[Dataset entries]
☆ ☆ ☆ ☆ ☆

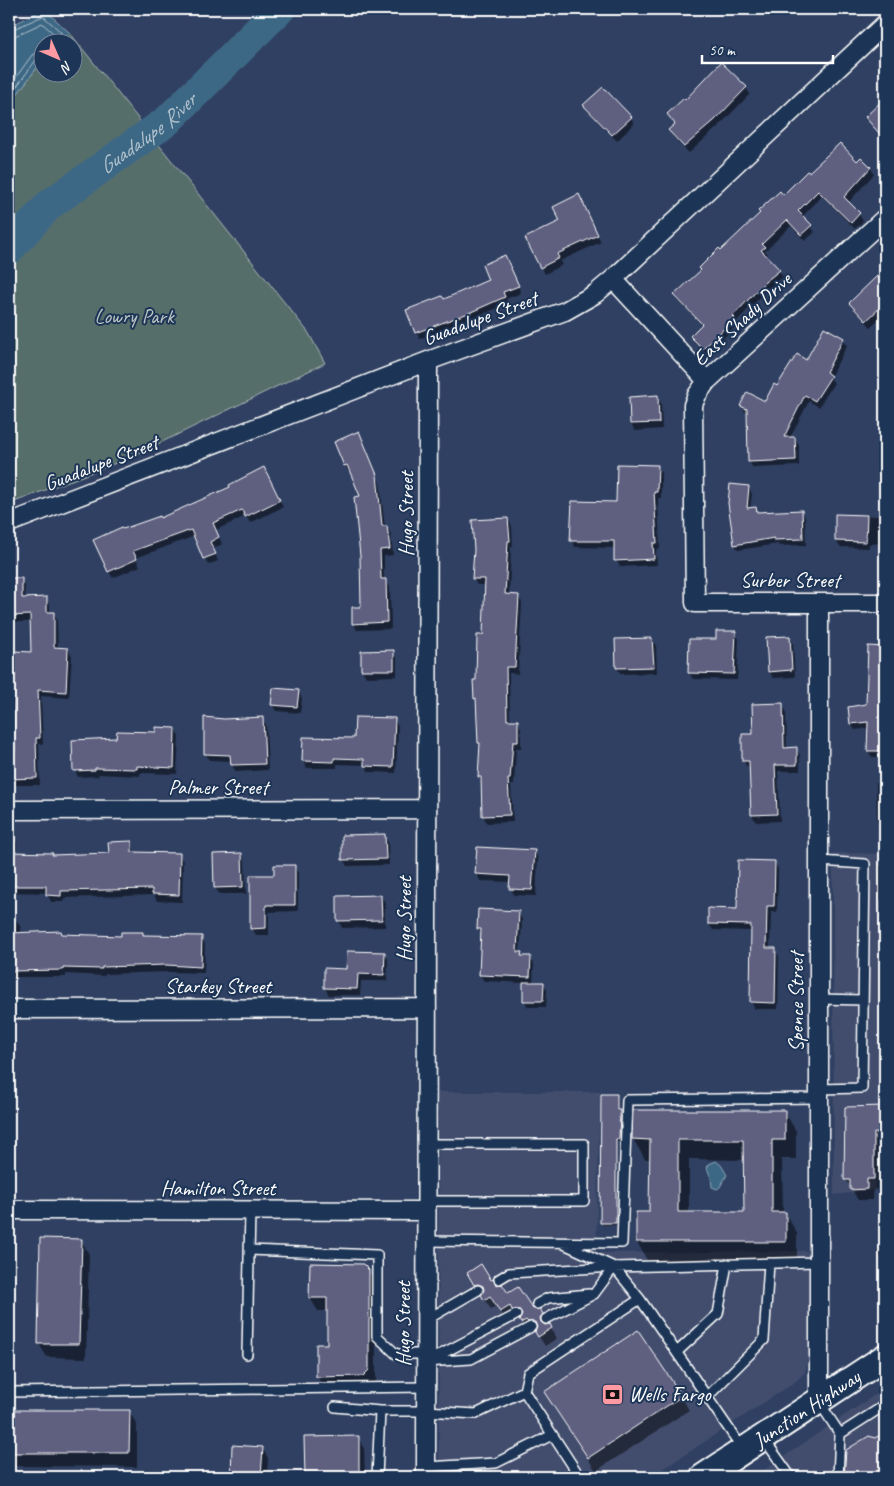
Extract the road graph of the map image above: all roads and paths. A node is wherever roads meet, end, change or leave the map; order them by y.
1 (885, 24) edge
2 (885, 218) edge
3 (613, 279) junction
4 (428, 360) junction
5 (707, 381) junction
6 (9, 523) edge
7 (885, 602) edge
8 (695, 603) joint
9 (819, 603) junction
10 (427, 809) junction
11 (9, 810) edge
12 (819, 861) junction
13 (819, 999) junction
14 (863, 1000) junction
15 (427, 1008) junction
16 (9, 1009) edge
17 (819, 1093) junction
18 (426, 1144) junction
19 (426, 1206) junction
20 (9, 1210) edge
21 (250, 1210) junction
22 (426, 1241) junction
23 (561, 1242) junction
24 (249, 1250) junction
25 (819, 1262) junction
26 (769, 1263) junction
27 (727, 1264) junction
28 (614, 1267) junction
29 (498, 1279) dead end
30 (478, 1290) dead end
31 (594, 1294) junction
32 (640, 1299) junction
33 (537, 1304) dead end
34 (516, 1315) dead end
35 (546, 1319) dead end
36 (426, 1320) junction
37 (531, 1327) dead end
38 (677, 1352) junction
39 (247, 1354) dead end
40 (885, 1357) edge
41 (426, 1358) junction
42 (425, 1387) junction
43 (524, 1391) junction
44 (9, 1392) edge
45 (707, 1397) junction
46 (819, 1401) junction
47 (885, 1405) edge
48 (335, 1407) dead end
49 (380, 1411) junction
50 (426, 1411) junction
51 (840, 1434) junction
52 (552, 1435) junction
53 (753, 1444) junction
54 (426, 1472) edge
55 (377, 1477) edge
56 (580, 1477) edge
57 (703, 1477) edge
58 (791, 1477) edge
59 (838, 1477) edge

1 - 3 street, Guadalupe Street
2 - 5 street, East Shady Drive
3 - 4 street, Guadalupe Street
3 - 5 street
4 - 6 street, Guadalupe Street
4 - 10 street, Hugo Street
5 - 8 street, East Shady Drive
7 - 9 street, Surber Street
8 - 9 street, Surber Street
9 - 12 street, Spence Street
10 - 11 street, Palmer Street
10 - 15 street, Hugo Street
12 - 13 street, Spence Street
12 - 14 lane
13 - 14 lane
13 - 17 street, Spence Street
14 - 17 lane
15 - 16 street, Starkey Street
15 - 18 street, Hugo Street
17 - 23 lane
17 - 25 street, Spence Street
18 - 19 street, Hugo Street
18 - 19 lane
19 - 21 street, Hamilton Street
19 - 22 street, Hugo Street
20 - 21 street, Hamilton Street
21 - 24 lane
22 - 23 lane
22 - 36 street, Hugo Street
23 - 28 lane
24 - 39 lane
24 - 41 lane
25 - 26 lane
25 - 46 street, Spence Street
26 - 27 lane
26 - 45 lane
27 - 28 lane
27 - 38 lane
28 - 29 lane
28 - 31 lane
28 - 32 lane
30 - 36 lane
31 - 33 lane
31 - 35 lane
32 - 38 lane
32 - 43 lane
34 - 41 lane
36 - 41 street, Hugo Street
37 - 41 lane
38 - 45 lane
40 - 46 main road, Junction Highway
41 - 42 street, Hugo Street
42 - 44 lane
42 - 50 street, Hugo Street
43 - 50 lane
43 - 52 lane
45 - 53 lane
46 - 51 lane
46 - 53 main road, Junction Highway
47 - 51 lane
48 - 49 lane
49 - 50 lane
49 - 55 lane
50 - 54 street, Hugo Street
51 - 59 lane
52 - 54 lane
52 - 56 lane
53 - 57 main road, Junction Highway
53 - 58 lane

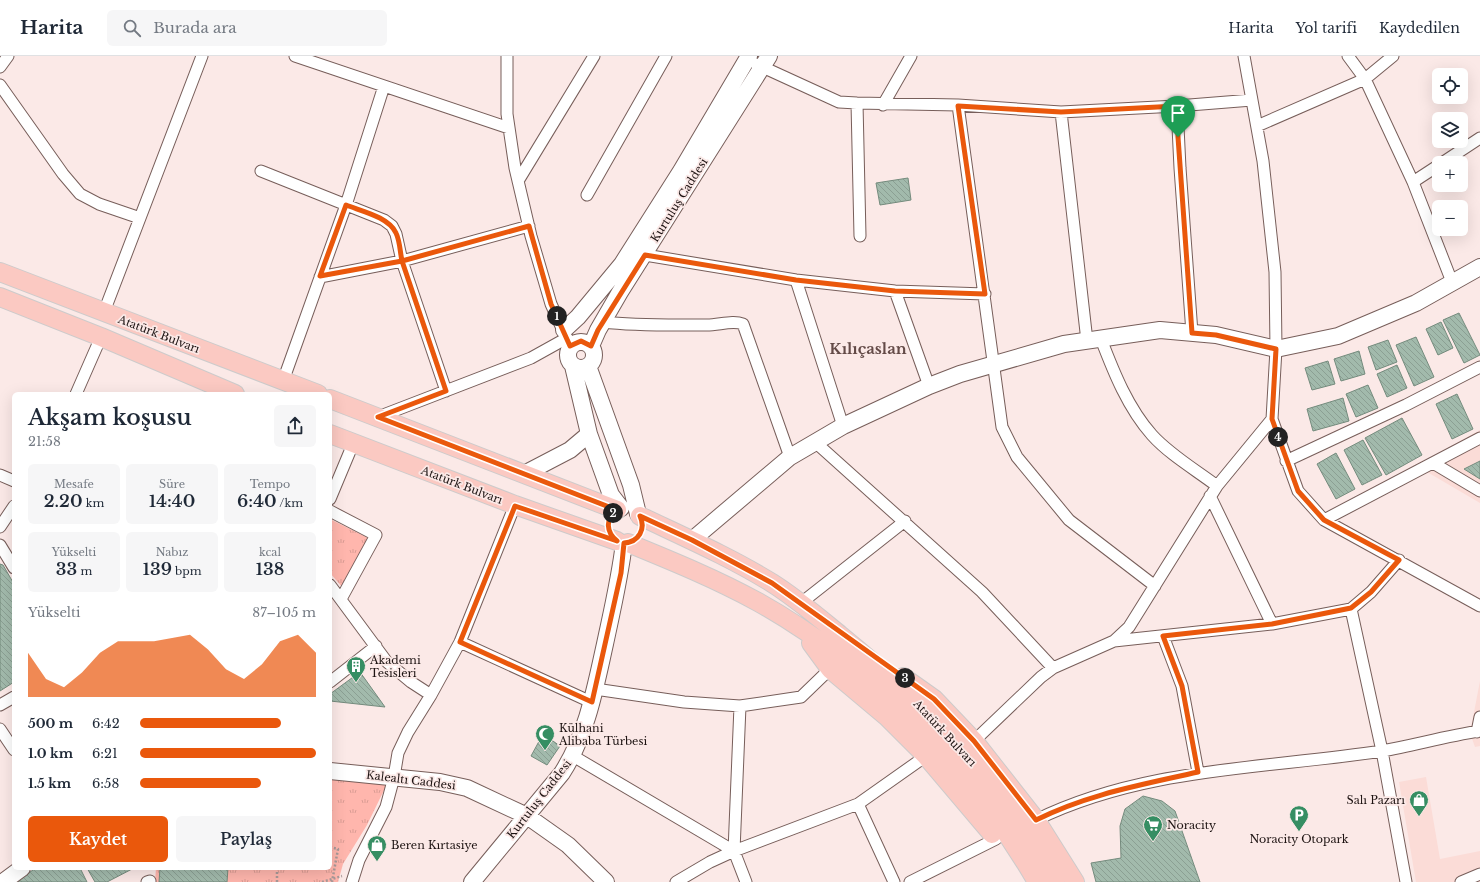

☆ ☆ ☆ ☆ ☆

_EXERCISE DIRECTIONS_
Lines holding "Hamilton" in the data above: copy each of them.

_SOLUTION TO THIS TASK_
19 - 21 street, Hamilton Street
20 - 21 street, Hamilton Street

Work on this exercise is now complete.